2.4. Statistical analysis
Community composition was characterized by the richness (number of different taxa) and alpha (within sample) diversity based on the Shannon index, which accounts for the number of taxa and evenness of distribution. Bray-Curtis dissimilarity was used to measure beta diversity, or the dissimilarity between fungal communities in each pair of samples. We compared the diversity measures to clinical characteristics at the time of sampling, including age, lung function (defined as FEV1 percent predicted), CFQ-R respiratory domain score, chronic inhaled antibiotic use, chronic azithromycin use, use of CFTR modulator drugs, antifungals, pulmonary exacerbation status, and culture-positive Pseudomonas aeruginosa. Least squares linear model was used to compare differences in richness and Shannon diversity. Bray-Curtis was analyzed using permutational multivariate analysis of variance (PERMANOVA) of uncorrected abundances, as implemented by the R function adonis() in the vegan package version 2.3–5. We included covariates age, sex, and FEV1 percent predicted in the PER-MANOVA model. Sensitivity analysis using beta dispersion analyses were conducted. We calculated the ratio of qPCR-corrected abundances of Candida dubliniensis and Candida albicans and determined the association between the ratio and pulmonary exacerbation state using t-test.

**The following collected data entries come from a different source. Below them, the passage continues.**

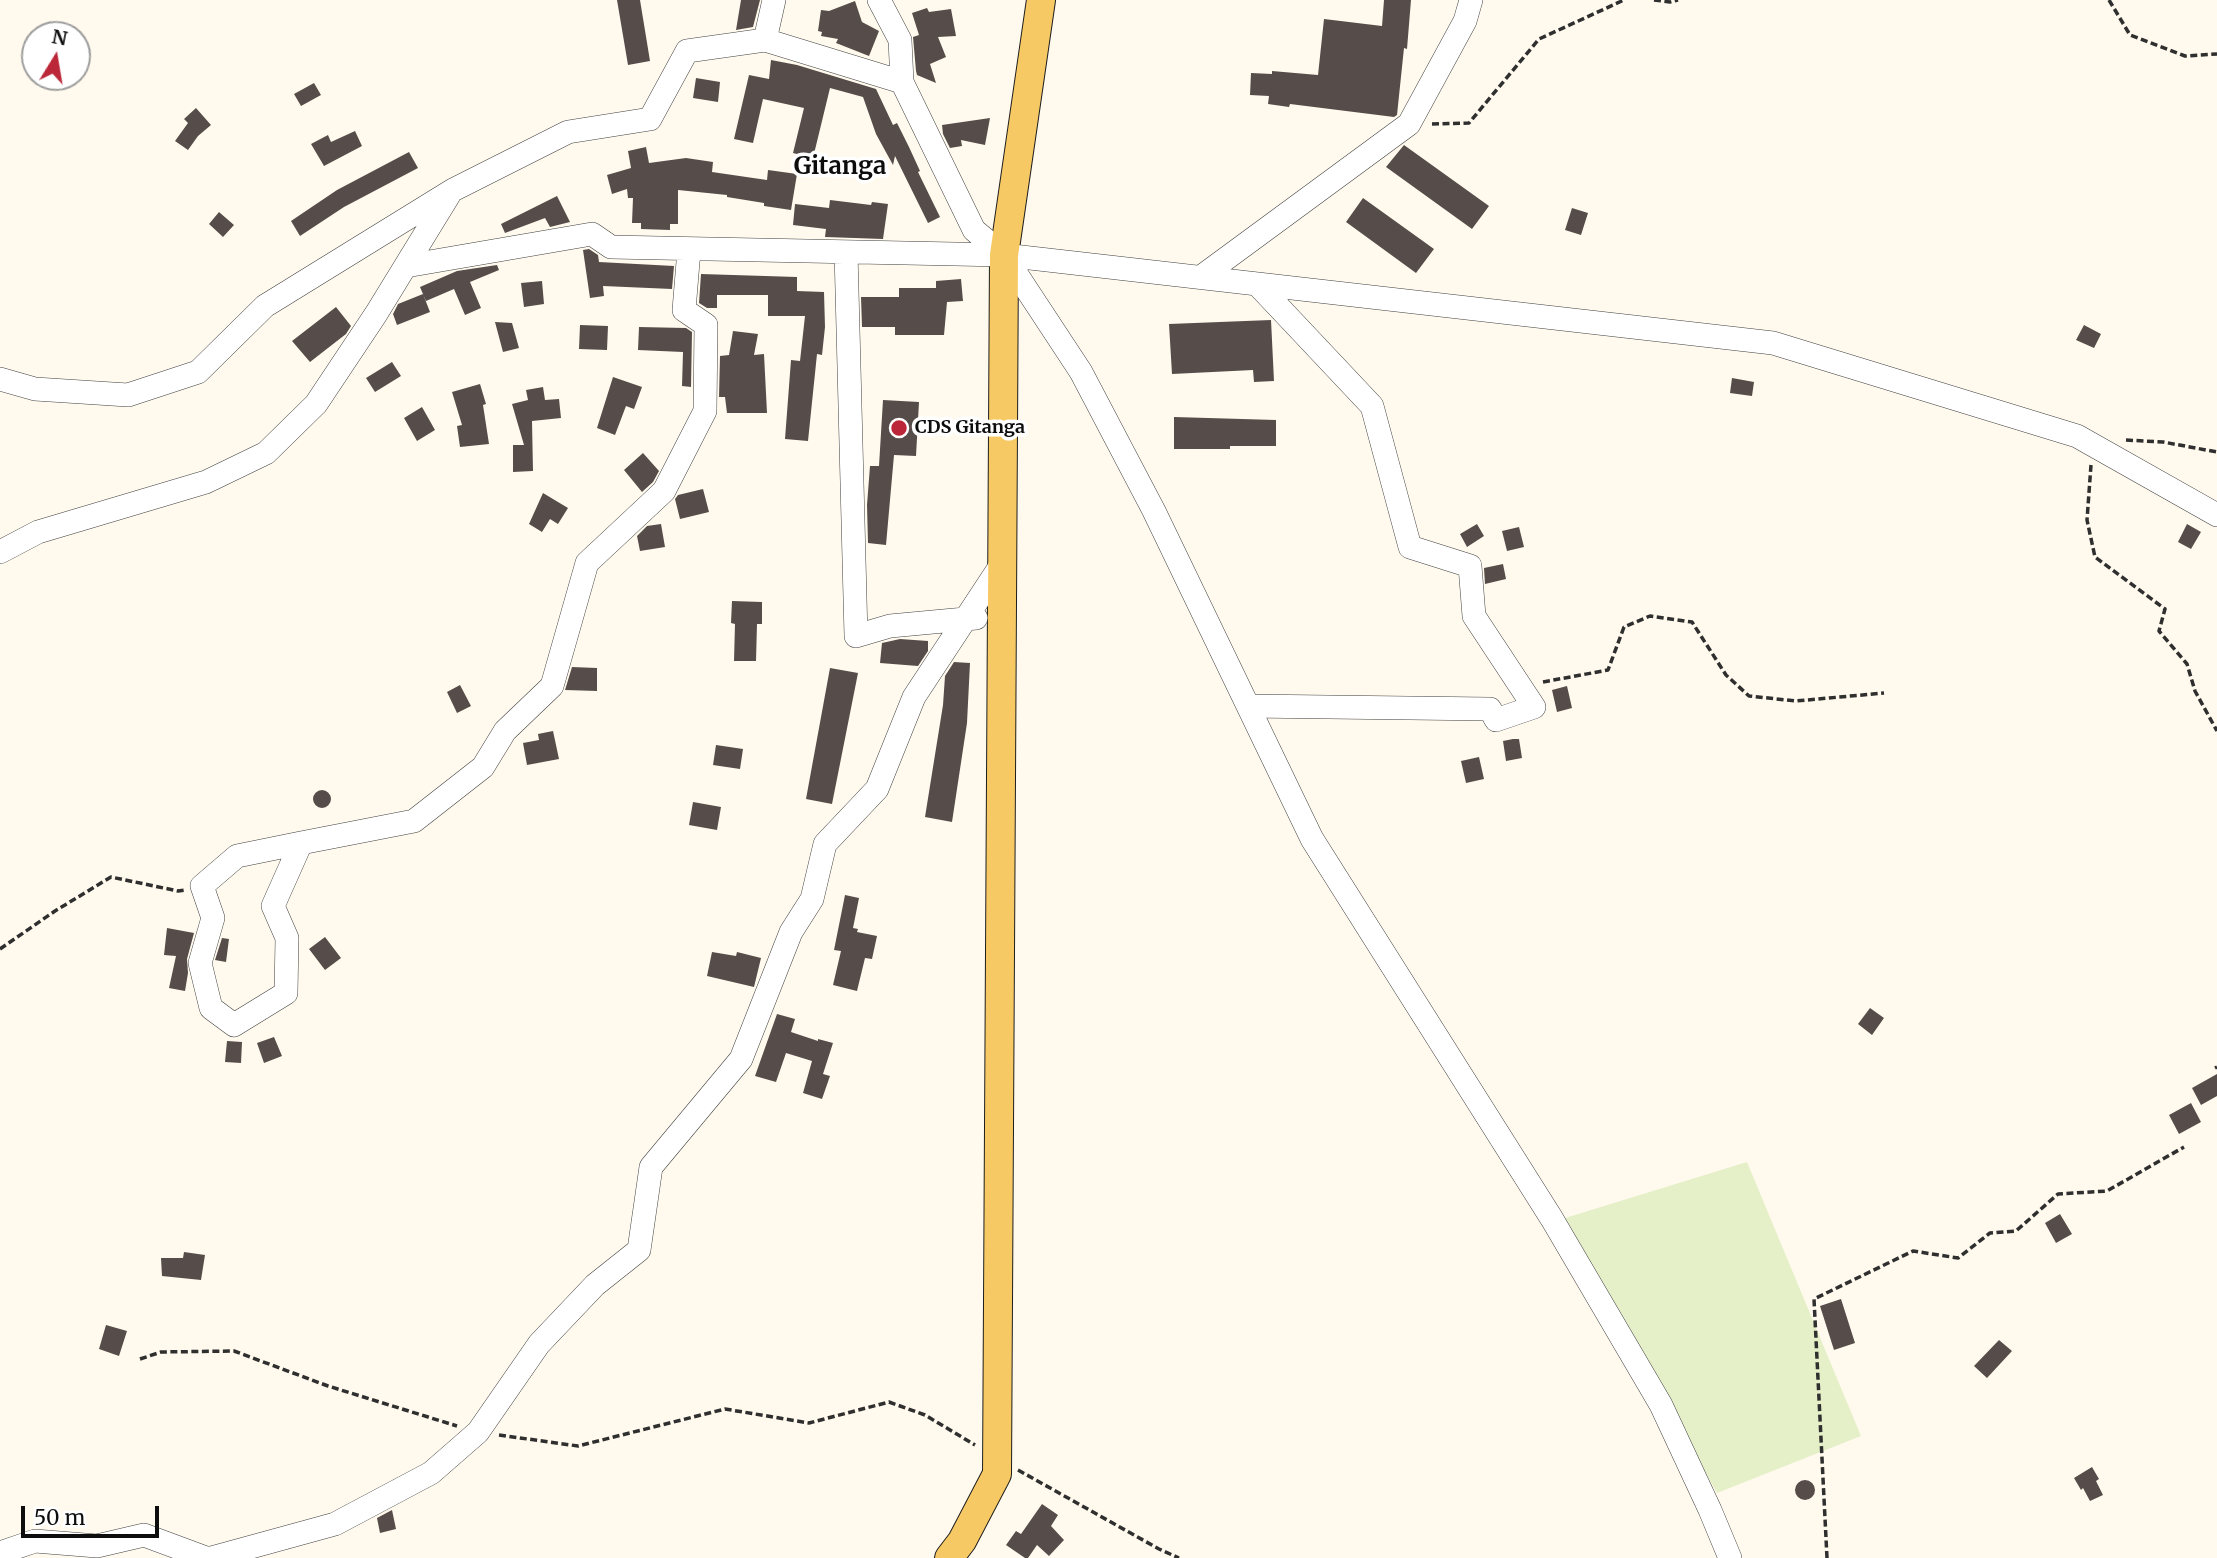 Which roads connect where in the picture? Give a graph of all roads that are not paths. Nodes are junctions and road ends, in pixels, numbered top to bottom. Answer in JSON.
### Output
{"nodes":[{"id":1,"x":774,"y":0,"type":"edge"},
{"id":2,"x":878,"y":0,"type":"edge"},
{"id":3,"x":1041,"y":0,"type":"edge"},
{"id":4,"x":1471,"y":0,"type":"edge"},
{"id":5,"x":765,"y":40,"type":"junction"},
{"id":6,"x":902,"y":82,"type":"junction"},
{"id":7,"x":453,"y":190,"type":"junction"},
{"id":8,"x":689,"y":250,"type":"junction"},
{"id":9,"x":846,"y":252,"type":"junction"},
{"id":10,"x":1004,"y":255,"type":"junction"},
{"id":11,"x":405,"y":266,"type":"junction"},
{"id":12,"x":1201,"y":277,"type":"junction"},
{"id":13,"x":1258,"y":284,"type":"junction"},
{"id":14,"x":0,"y":379,"type":"edge"},
{"id":15,"x":2217,"y":515,"type":"edge"},
{"id":16,"x":0,"y":552,"type":"edge"},
{"id":17,"x":1001,"y":565,"type":"junction"},
{"id":18,"x":1001,"y":616,"type":"junction"},
{"id":19,"x":966,"y":619,"type":"junction"},
{"id":20,"x":1248,"y":706,"type":"junction"},
{"id":21,"x":301,"y":842,"type":"junction"},
{"id":22,"x":0,"y":1553,"type":"edge"},
{"id":23,"x":208,"y":1558,"type":"edge"},
{"id":24,"x":949,"y":1558,"type":"edge"},
{"id":25,"x":1730,"y":1558,"type":"edge"}],
"edges":[{"from":1,"to":5,"type":"street"},
{"from":2,"to":6,"type":"street"},
{"from":3,"to":10,"type":"main road"},
{"from":4,"to":12,"type":"street"},
{"from":5,"to":6,"type":"street"},
{"from":5,"to":7,"type":"street"},
{"from":6,"to":10,"type":"street"},
{"from":7,"to":11,"type":"street"},
{"from":7,"to":14,"type":"street"},
{"from":8,"to":9,"type":"street"},
{"from":8,"to":11,"type":"street"},
{"from":8,"to":21,"type":"street"},
{"from":9,"to":10,"type":"street"},
{"from":9,"to":19,"type":"street"},
{"from":10,"to":12,"type":"street"},
{"from":10,"to":17,"type":"main road"},
{"from":10,"to":20,"type":"street"},
{"from":11,"to":16,"type":"street"},
{"from":12,"to":13,"type":"street"},
{"from":13,"to":15,"type":"street"},
{"from":13,"to":20,"type":"street"},
{"from":17,"to":18,"type":"main road"},
{"from":17,"to":19,"type":"street"},
{"from":18,"to":19,"type":"street"},
{"from":18,"to":24,"type":"main road"},
{"from":19,"to":23,"type":"street"},
{"from":20,"to":25,"type":"street"},
{"from":21,"to":21,"type":"street"},
{"from":22,"to":23,"type":"street"}]} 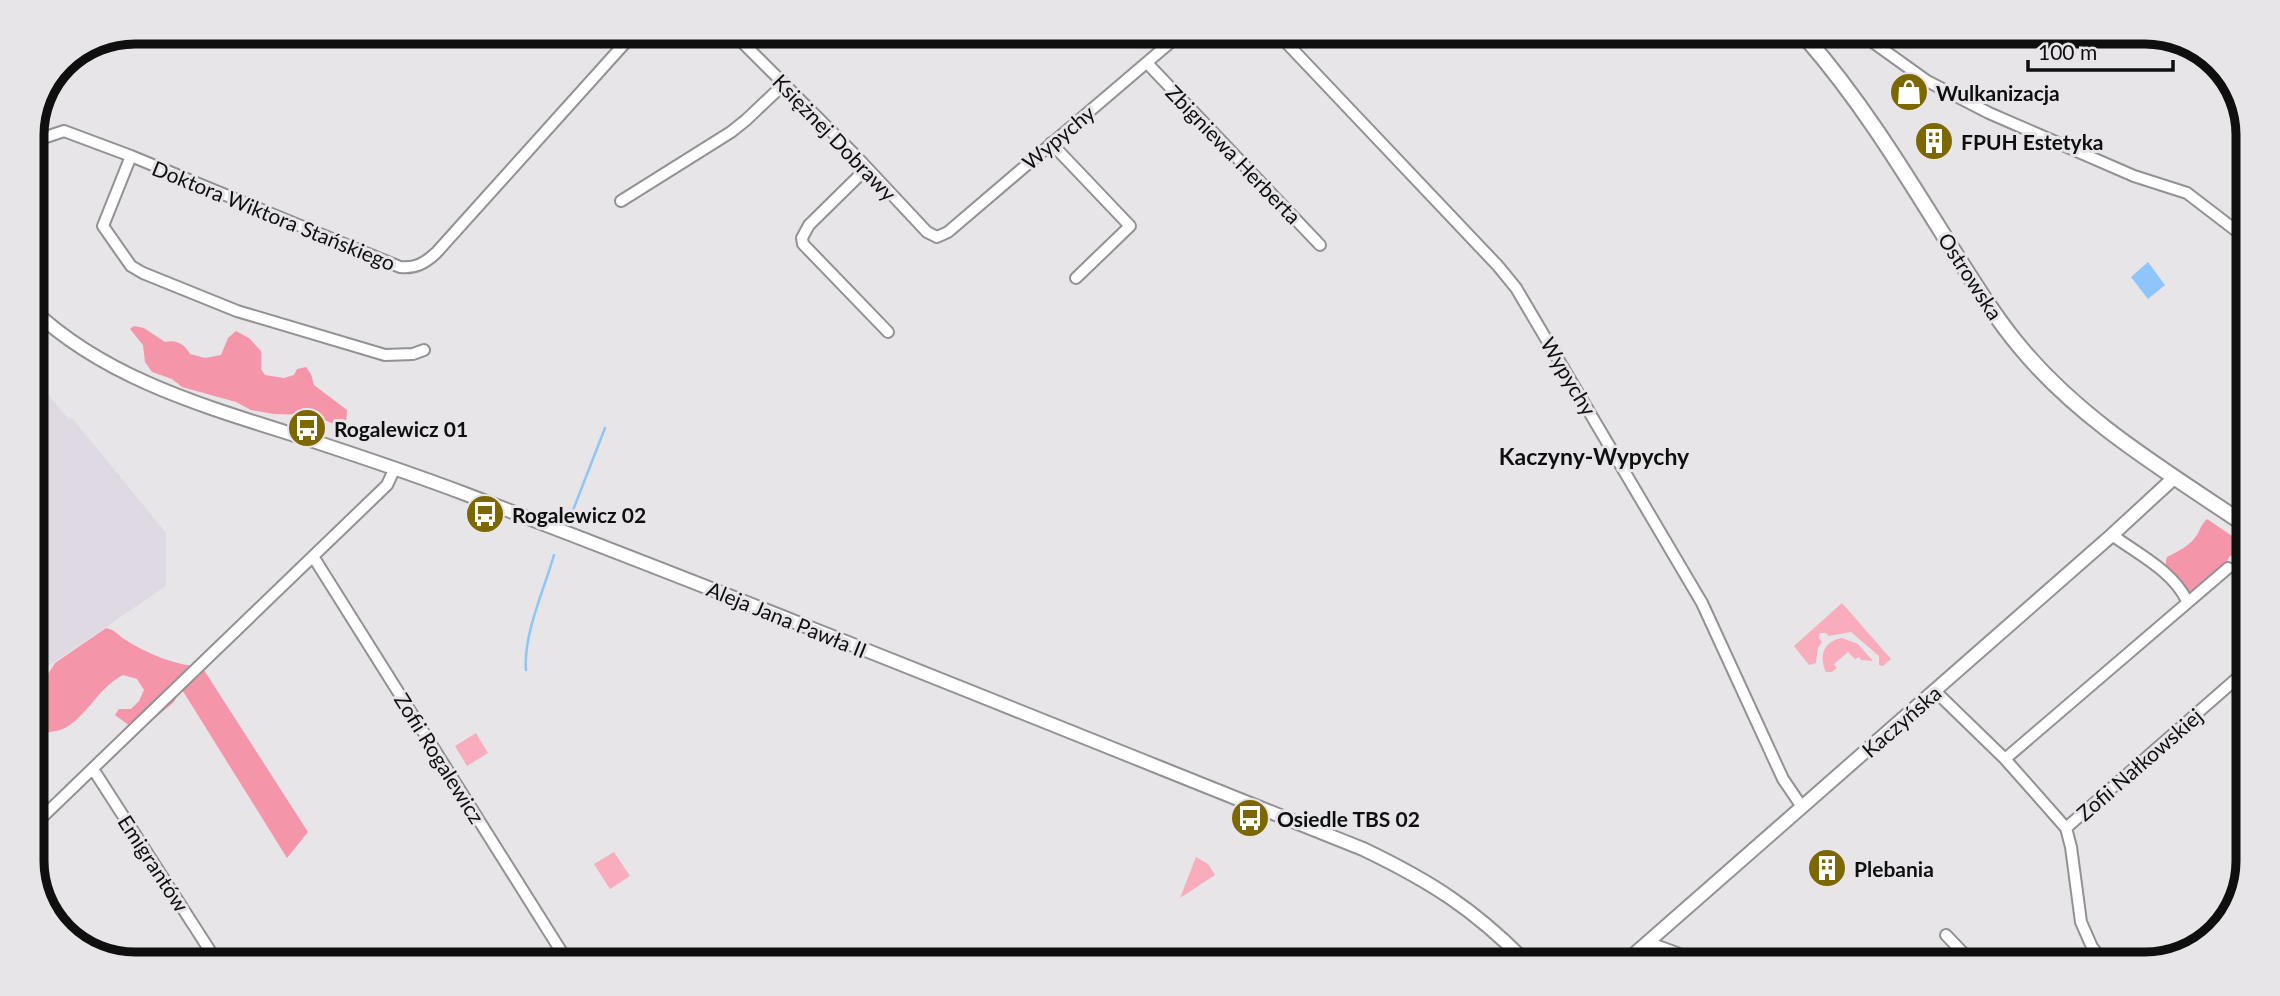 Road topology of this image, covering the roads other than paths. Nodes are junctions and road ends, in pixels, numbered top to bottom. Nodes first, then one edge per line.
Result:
1 (624, 44) edge
2 (744, 44) edge
3 (1169, 44) edge
4 (1288, 44) edge
5 (1811, 44) edge
6 (1876, 44) edge
7 (1147, 63) junction
8 (784, 84) junction
9 (44, 138) edge
10 (1052, 143) junction
11 (131, 156) junction
12 (867, 168) junction
13 (621, 201) dead end
14 (2236, 231) edge
15 (937, 237) joint
16 (1320, 245) dead end
17 (1076, 278) dead end
18 (44, 319) edge
19 (888, 332) dead end
20 (424, 350) dead end
21 (395, 468) junction
22 (2175, 477) junction
23 (2236, 519) edge
24 (2112, 535) junction
25 (314, 558) junction
26 (2228, 568) dead end
27 (2187, 601) junction
28 (2236, 679) edge
29 (1935, 691) junction
30 (2005, 759) junction
31 (93, 769) junction
32 (1802, 807) junction
33 (44, 816) edge
34 (2066, 828) junction
35 (1946, 935) dead end
36 (1647, 942) junction
37 (211, 952) edge
38 (562, 952) edge
39 (1515, 952) edge
40 (1636, 952) edge
41 (1674, 952) edge
42 (1962, 952) edge
43 (2096, 952) edge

Statistical analyses were conducted using R version 4.0.3.
3. Results
3.1. Subject characteristics
We recruited 66 patients with CF (Table 1). Median age was 29 years and 52% were female. Pancreatic insufficiency was present in 92%. Homozygosity for the F508del mutation was present in 47% and the use of CFTR modulators (ivacaftor or lumacaftor/ivacaftor) in 36%. Median forced expiratory volume in one second percent (FEV1%) percent predicted was 58%. Thirty-five individuals (53%) were experiencing an acute pulmonary exacerbation at time of sampling.
Table 1.
Subject characteristics (n = 66).
| N (%) or median [interquartile range] |
|
|---|---|
| Demographics | |
| Age (years) | 29 [23,41] |
| Female sex | 34 (51.5) |
| White race | 62 (93.9) |
| Disease characteristics | |
| F508del homozygous | 31 (47.0) |
| Pancreatic insufficiency | 61 (92.4) |
| Body mass index (kg/m2) | 22 [19.6, 23.8] |
| FEV1% predicted | 57.5 [40,72] |
| Cystic fibrosis related diabetes | 29 (43.9) |
| ABPA | 4 (6.1) |
| CFQ-R respiratory quality-of-life* | 58.3 [38.9, 72.2] |
| Medications | |
| CFTR modulatorsǂ | 24 (36.4) |
| Ivacaftor | 6 (9.1) |
| Inhaled antibiotics | 44 (66.7) |
| Azithromycin | 41 (62.1) |
| Chronic oral antibiotics | 22 (33.3) |
| Inhaled corticosteroids | 54 (81.8) |
| Prednisone | 13 (19.7) |
| Antifungal | 7 (10.6) |
| Oral and intravenous antibiotic courses in previous 12 months | 2 [1,4] |
| IV antibiotics courses in previous 12 months | 0.5 [0,1] |
Abbreviations:FEV1 = forced expiratory volume in 1 second, ABPA=allergic bronchopulmonary aspergillosis, CFQ-R =Cystic Fibrosis Questionnaire-Revised, CFTR =cystic fibrosis transmembrane conductance regulator.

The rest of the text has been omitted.